Doch der entflohene Sträfling ist nicht irgendwer. Es ist zum Tode verurteilt und der Boss eines hiesigen Drogenkartells. Seine Flucht ist ausgefeilt und bis ins Kleinste geplant, wäre da nur nicht Sherrif Owens….

Mein Fazit:

Arnie – er wollte es wohl noch mal wissen.

Nun, die Rolle des alternden Sherrifs ist ihm wie auf den Leib geschrieben. Er kommt kaum aus dem Bett hoch – Spritzigkeit sieht anders aus. Er hat als Cop schon vieles gesehen und es hinter sich gelassen, als er diesen Job angenommen hat. Einer seiner Deputys will die wahre Action als Polizist erfahren und bittet um Versetzung, Owens kam ihm nicht viel entgegen setzen.

Die Flucht des Kartell-Bosses ist spektakulär – zu spektakulär. Die Verzweiflung der Agents ist ihnen ins Gesicht geschrieben, und doch geben sie die Hoffnung nicht ganz auf und setzen alles auf Owens, den sie übrigens für nicht fähig halten, diesen furchtlosen Mann aufzuhalten.
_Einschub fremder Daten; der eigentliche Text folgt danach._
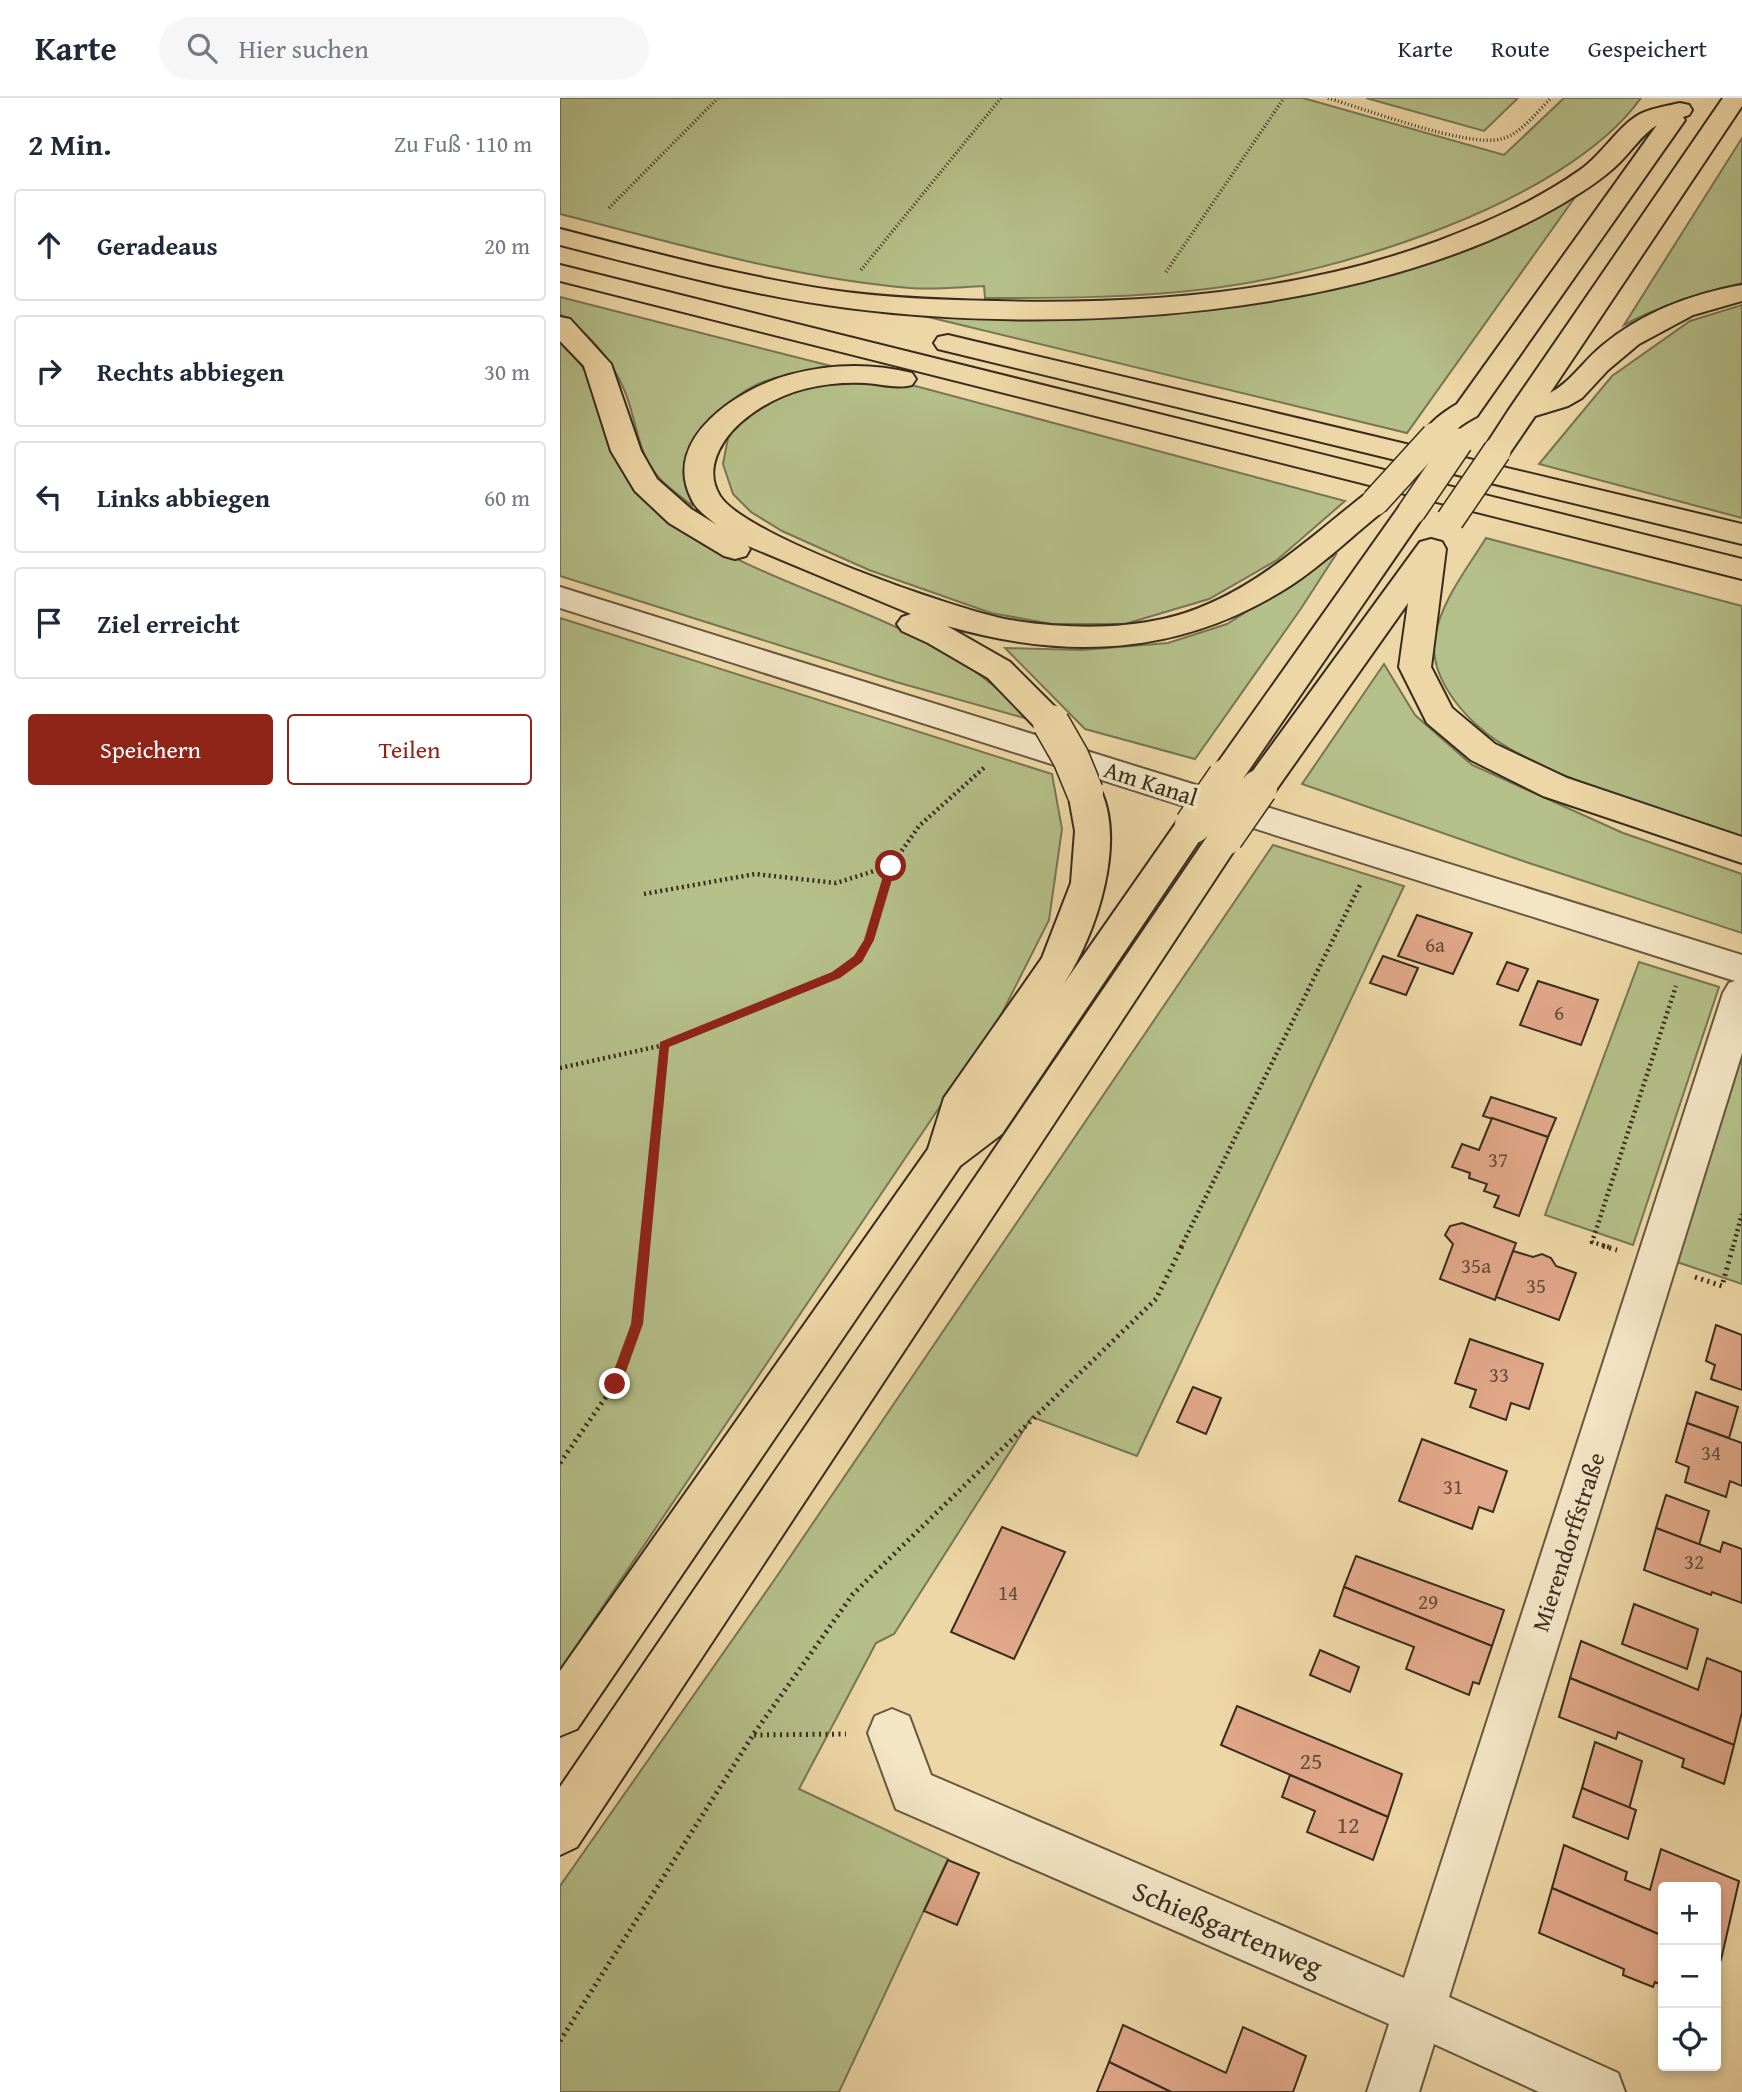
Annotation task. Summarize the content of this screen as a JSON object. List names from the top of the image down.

Der Film bietet Unterhaltung, fordert den Zuschauer aber nicht heraus. Man kann es wohl auch kaum erwarten, viele Szenen wirken überdreht und übertrieben (was wohl auch beabsichtigt war). Man muss auch nicht besonders schlau sein, um die Geschichte zu verfolgen – nur ein paar wenige Szenen gehen ein wenig in die Tiefe, aber diese sind auch schon bald aus dem Gedächtnis verschwunden. Einzig das Finale bleibt da eher hängen.

Dies ist sozusagen ein „Lückenfüller“, der geht, wenn nichts Anderes kommt. Von mir bekommt er 75% mit einem Augenzwinkern.

Veröffentlicht am 20.02.15!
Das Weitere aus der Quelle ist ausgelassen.